Perhaps there is something of temperament in all of this, an artist not fully at home in his world, torn by the tension between “God’s Grandeur” and the ugliness of much of what he endured around him. One wonders if different choices or different assignments might have made a difference. Or was it something “unreconciled” in his “gospel” that seemed to result in a life of great devotion but little contentment or peace?

Yet we have this great poetry, much of it an effervescing abundance captured in the fourteen lines of a sonnet. Hopkins life remains an enigma to me, but I can thank his Maker and mine for the gift of his writing. I leave you with “God’s Grandeur”

The world is charged with the grandeur of God.
It will flame out, like shining from shook foil;
It gathers to a greatness, like the ooze of oil
Crushed. Why do men then now not reck his rod?
Generations have trod, have trod, have trod;
And all is seared with trade; bleared, smeared with toil;
And wears man’s smudge and shares man’s smell: the soil
Is bare now, nor can foot feel, being shod.

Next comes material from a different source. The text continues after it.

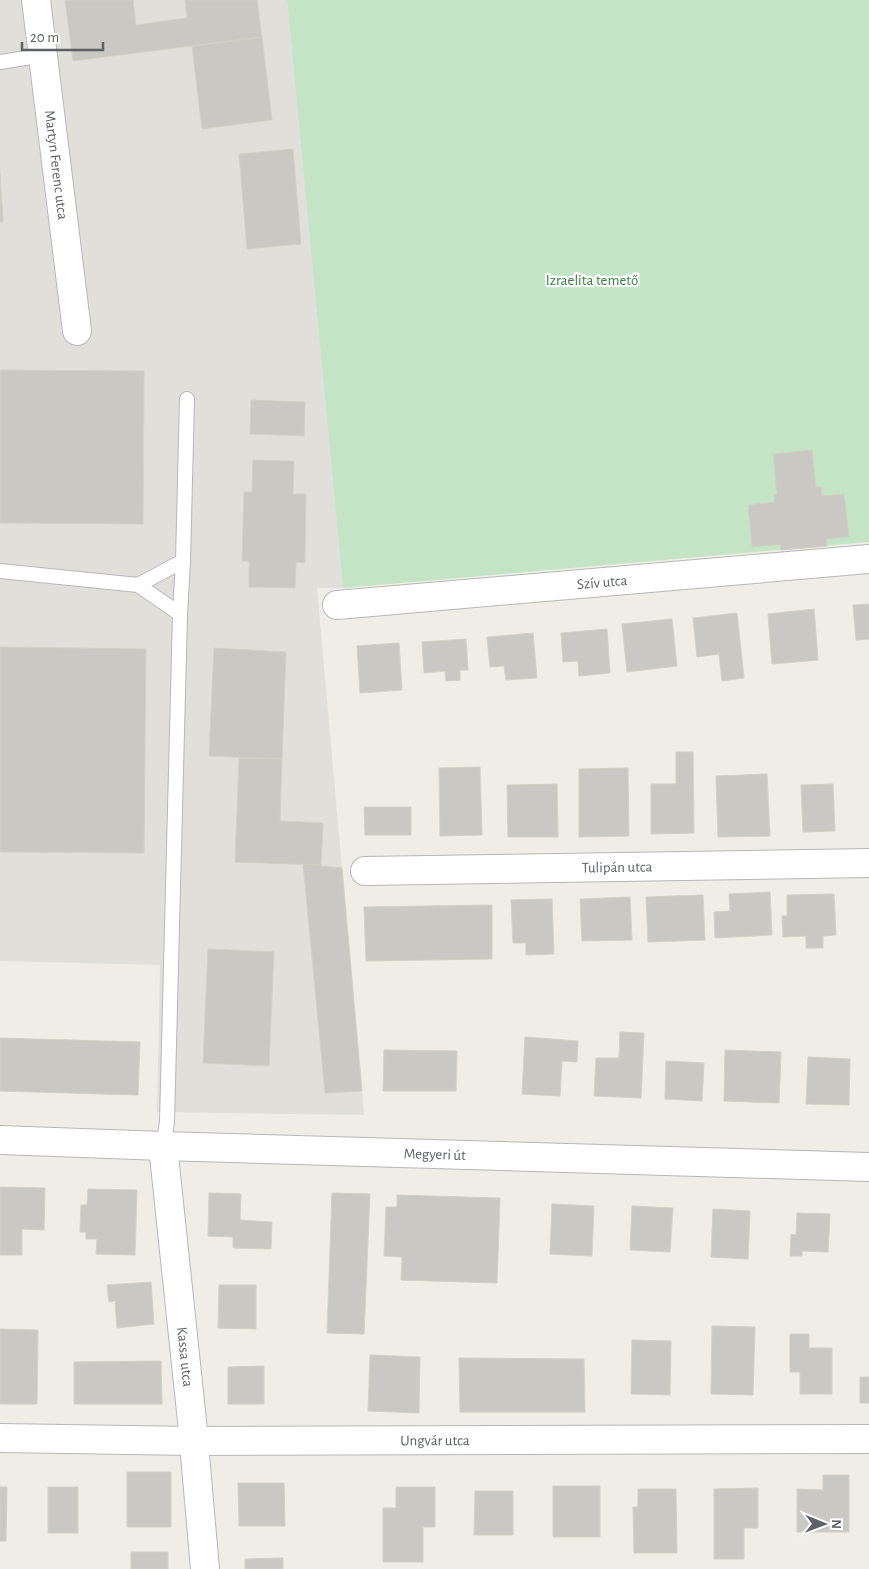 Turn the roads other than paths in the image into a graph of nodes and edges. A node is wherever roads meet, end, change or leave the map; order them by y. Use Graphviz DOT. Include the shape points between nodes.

And for all this, nature is never spent;
There lives the dearest freshness deep down things;
And though the last lights off the black West went
Oh, morning, at the brown brink eastward, springs–
Because the Holy Ghost over the bent
World broods with warm breast and with ah! bright wings.

____________________________

Disclosure of Material Connection: I received this book free from the publisher through the LibraryThing Early Reviewer Program. I was not required to write a positive review. The opinions I have expressed are my own.